● WHAT YOU NEED TO DO: Please transcribe the entries exactly and omit the images they contain.

● EXTRACTED DATA:
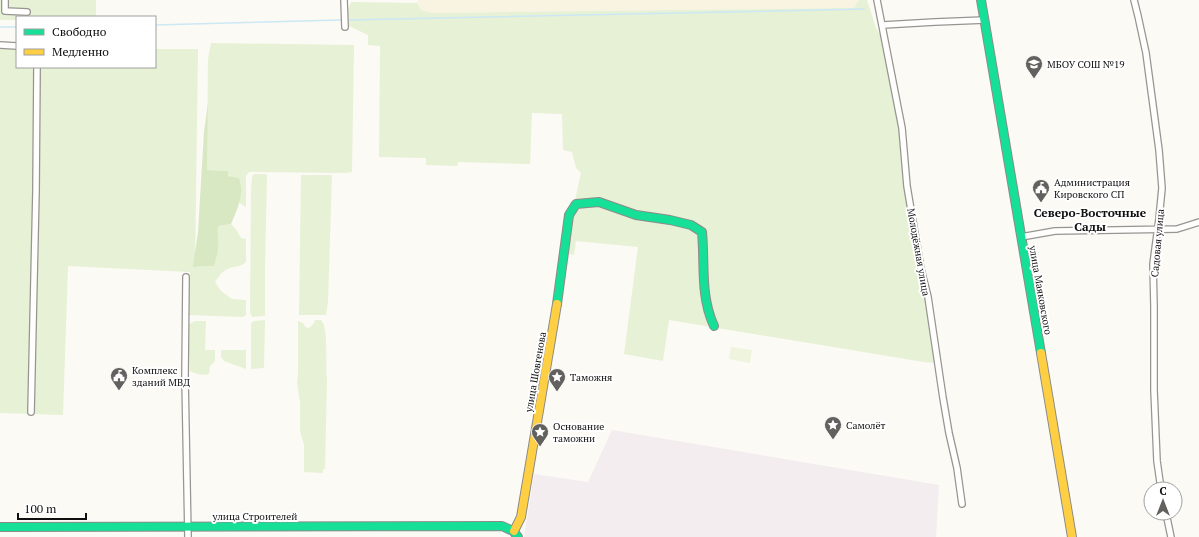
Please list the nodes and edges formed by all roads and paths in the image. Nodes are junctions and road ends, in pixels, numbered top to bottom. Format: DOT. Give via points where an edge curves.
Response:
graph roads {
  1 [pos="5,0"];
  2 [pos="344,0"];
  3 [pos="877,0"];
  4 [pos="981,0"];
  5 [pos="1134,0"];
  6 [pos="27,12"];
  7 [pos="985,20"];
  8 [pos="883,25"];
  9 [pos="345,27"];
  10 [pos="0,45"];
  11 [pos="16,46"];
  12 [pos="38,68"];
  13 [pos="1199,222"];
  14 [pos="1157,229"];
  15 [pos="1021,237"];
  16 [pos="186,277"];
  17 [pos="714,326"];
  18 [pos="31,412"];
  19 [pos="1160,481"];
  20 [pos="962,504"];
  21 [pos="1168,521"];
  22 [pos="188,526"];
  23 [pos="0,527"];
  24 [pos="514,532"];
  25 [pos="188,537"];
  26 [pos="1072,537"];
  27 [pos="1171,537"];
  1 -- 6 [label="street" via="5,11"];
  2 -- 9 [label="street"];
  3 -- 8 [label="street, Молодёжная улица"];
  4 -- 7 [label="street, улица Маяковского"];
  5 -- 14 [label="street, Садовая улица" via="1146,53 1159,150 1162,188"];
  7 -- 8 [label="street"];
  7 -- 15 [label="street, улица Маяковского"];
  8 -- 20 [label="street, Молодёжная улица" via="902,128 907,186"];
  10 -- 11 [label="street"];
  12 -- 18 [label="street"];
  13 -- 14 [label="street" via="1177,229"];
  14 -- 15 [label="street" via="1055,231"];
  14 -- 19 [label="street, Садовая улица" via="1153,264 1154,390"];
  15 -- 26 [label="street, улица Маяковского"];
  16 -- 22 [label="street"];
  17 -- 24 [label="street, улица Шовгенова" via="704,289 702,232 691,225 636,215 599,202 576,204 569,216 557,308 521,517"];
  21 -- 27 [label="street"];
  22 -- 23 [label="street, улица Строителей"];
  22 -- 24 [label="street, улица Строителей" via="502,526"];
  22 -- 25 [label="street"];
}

● RESPONSE TO THIS TASK:
Please list the nodes and edges formed by all roads and paths in the image. Nodes are junctions and road ends, in pixels, numbered top to bottom. Format: DOT. Give via points where an edge curves.
Response:
graph roads {
  1 [pos="5,0"];
  2 [pos="344,0"];
  3 [pos="877,0"];
  4 [pos="981,0"];
  5 [pos="1134,0"];
  6 [pos="27,12"];
  7 [pos="985,20"];
  8 [pos="883,25"];
  9 [pos="345,27"];
  10 [pos="0,45"];
  11 [pos="16,46"];
  12 [pos="38,68"];
  13 [pos="1199,222"];
  14 [pos="1157,229"];
  15 [pos="1021,237"];
  16 [pos="186,277"];
  17 [pos="714,326"];
  18 [pos="31,412"];
  19 [pos="1160,481"];
  20 [pos="962,504"];
  21 [pos="1168,521"];
  22 [pos="188,526"];
  23 [pos="0,527"];
  24 [pos="514,532"];
  25 [pos="188,537"];
  26 [pos="1072,537"];
  27 [pos="1171,537"];
  1 -- 6 [label="street" via="5,11"];
  2 -- 9 [label="street"];
  3 -- 8 [label="street, Молодёжная улица"];
  4 -- 7 [label="street, улица Маяковского"];
  5 -- 14 [label="street, Садовая улица" via="1146,53 1159,150 1162,188"];
  7 -- 8 [label="street"];
  7 -- 15 [label="street, улица Маяковского"];
  8 -- 20 [label="street, Молодёжная улица" via="902,128 907,186"];
  10 -- 11 [label="street"];
  12 -- 18 [label="street"];
  13 -- 14 [label="street" via="1177,229"];
  14 -- 15 [label="street" via="1055,231"];
  14 -- 19 [label="street, Садовая улица" via="1153,264 1154,390"];
  15 -- 26 [label="street, улица Маяковского"];
  16 -- 22 [label="street"];
  17 -- 24 [label="street, улица Шовгенова" via="704,289 702,232 691,225 636,215 599,202 576,204 569,216 557,308 521,517"];
  21 -- 27 [label="street"];
  22 -- 23 [label="street, улица Строителей"];
  22 -- 24 [label="street, улица Строителей" via="502,526"];
  22 -- 25 [label="street"];
}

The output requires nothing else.